:: Required work ::
Each entry should be set down again verbatim, with the images omitted.

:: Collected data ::
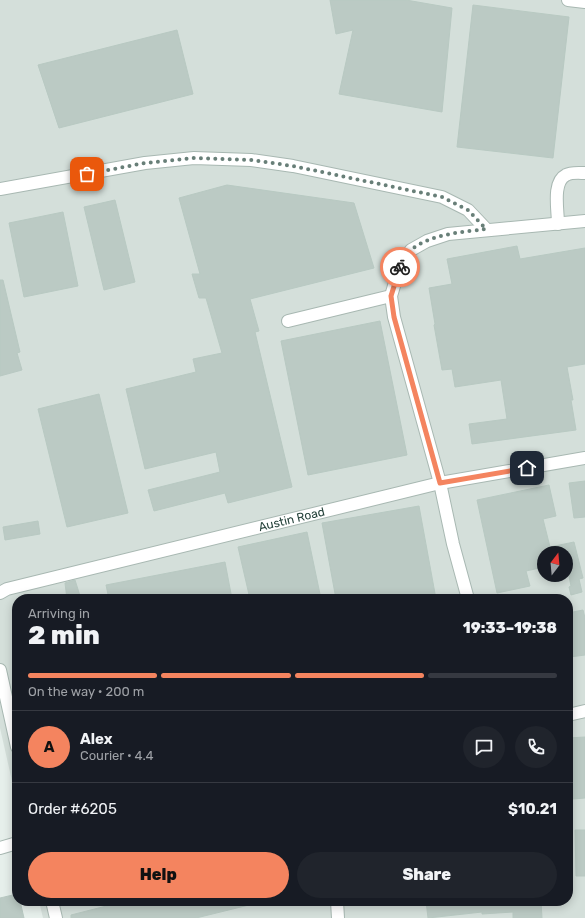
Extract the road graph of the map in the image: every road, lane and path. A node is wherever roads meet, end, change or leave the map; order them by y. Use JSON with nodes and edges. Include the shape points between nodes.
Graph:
{"nodes":[{"id":1,"x":568,"y":0,"type":"edge"},
{"id":2,"x":585,"y":2,"type":"edge"},
{"id":3,"x":585,"y":173,"type":"edge"},
{"id":4,"x":0,"y":189,"type":"edge"},
{"id":5,"x":585,"y":221,"type":"edge"},
{"id":6,"x":558,"y":224,"type":"junction"},
{"id":7,"x":486,"y":229,"type":"junction"},
{"id":8,"x":391,"y":296,"type":"junction"},
{"id":9,"x":288,"y":321,"type":"dead end"},
{"id":10,"x":585,"y":458,"type":"edge"},
{"id":11,"x":440,"y":483,"type":"junction"},
{"id":12,"x":0,"y":593,"type":"edge"},
{"id":13,"x":467,"y":594,"type":"edge"},
{"id":14,"x":0,"y":670,"type":"edge"},
{"id":15,"x":585,"y":711,"type":"edge"},
{"id":16,"x":573,"y":714,"type":"edge"},
{"id":17,"x":12,"y":724,"type":"edge"},
{"id":18,"x":12,"y":844,"type":"edge"},
{"id":19,"x":0,"y":848,"type":"edge"},
{"id":20,"x":53,"y":906,"type":"edge"},
{"id":21,"x":337,"y":906,"type":"edge"},
{"id":22,"x":56,"y":918,"type":"edge"},
{"id":23,"x":338,"y":918,"type":"edge"}],
"edges":[{"from":1,"to":2,"type":"street"},
{"from":3,"to":6,"type":"street","via":[[570,173],[560,179],[557,188]]},
{"from":4,"to":7,"type":"street","via":[[145,163],[194,158],[251,160],[293,166],[442,197],[468,210]]},
{"from":5,"to":6,"type":"street"},
{"from":6,"to":7,"type":"street"},
{"from":7,"to":8,"type":"street","via":[[448,234],[411,250],[399,269]]},
{"from":8,"to":9,"type":"street"},
{"from":8,"to":11,"type":"street","via":[[394,317]]},
{"from":10,"to":11,"type":"street","name":"Austin Road"},
{"from":11,"to":12,"type":"street","name":"Austin Road"},
{"from":11,"to":13,"type":"street","via":[[452,544]]},
{"from":14,"to":17,"type":"street"},
{"from":15,"to":16,"type":"street"},
{"from":18,"to":19,"type":"street"},
{"from":20,"to":22,"type":"street"},
{"from":21,"to":23,"type":"street"}]}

:: Your response ::
Extract the road graph of the map in the image: every road, lane and path. A node is wherever roads meet, end, change or leave the map; order them by y. Use JSON with nodes and edges. Include the shape points between nodes.
Graph:
{"nodes":[{"id":1,"x":568,"y":0,"type":"edge"},
{"id":2,"x":585,"y":2,"type":"edge"},
{"id":3,"x":585,"y":173,"type":"edge"},
{"id":4,"x":0,"y":189,"type":"edge"},
{"id":5,"x":585,"y":221,"type":"edge"},
{"id":6,"x":558,"y":224,"type":"junction"},
{"id":7,"x":486,"y":229,"type":"junction"},
{"id":8,"x":391,"y":296,"type":"junction"},
{"id":9,"x":288,"y":321,"type":"dead end"},
{"id":10,"x":585,"y":458,"type":"edge"},
{"id":11,"x":440,"y":483,"type":"junction"},
{"id":12,"x":0,"y":593,"type":"edge"},
{"id":13,"x":467,"y":594,"type":"edge"},
{"id":14,"x":0,"y":670,"type":"edge"},
{"id":15,"x":585,"y":711,"type":"edge"},
{"id":16,"x":573,"y":714,"type":"edge"},
{"id":17,"x":12,"y":724,"type":"edge"},
{"id":18,"x":12,"y":844,"type":"edge"},
{"id":19,"x":0,"y":848,"type":"edge"},
{"id":20,"x":53,"y":906,"type":"edge"},
{"id":21,"x":337,"y":906,"type":"edge"},
{"id":22,"x":56,"y":918,"type":"edge"},
{"id":23,"x":338,"y":918,"type":"edge"}],
"edges":[{"from":1,"to":2,"type":"street"},
{"from":3,"to":6,"type":"street","via":[[570,173],[560,179],[557,188]]},
{"from":4,"to":7,"type":"street","via":[[145,163],[194,158],[251,160],[293,166],[442,197],[468,210]]},
{"from":5,"to":6,"type":"street"},
{"from":6,"to":7,"type":"street"},
{"from":7,"to":8,"type":"street","via":[[448,234],[411,250],[399,269]]},
{"from":8,"to":9,"type":"street"},
{"from":8,"to":11,"type":"street","via":[[394,317]]},
{"from":10,"to":11,"type":"street","name":"Austin Road"},
{"from":11,"to":12,"type":"street","name":"Austin Road"},
{"from":11,"to":13,"type":"street","via":[[452,544]]},
{"from":14,"to":17,"type":"street"},
{"from":15,"to":16,"type":"street"},
{"from":18,"to":19,"type":"street"},
{"from":20,"to":22,"type":"street"},
{"from":21,"to":23,"type":"street"}]}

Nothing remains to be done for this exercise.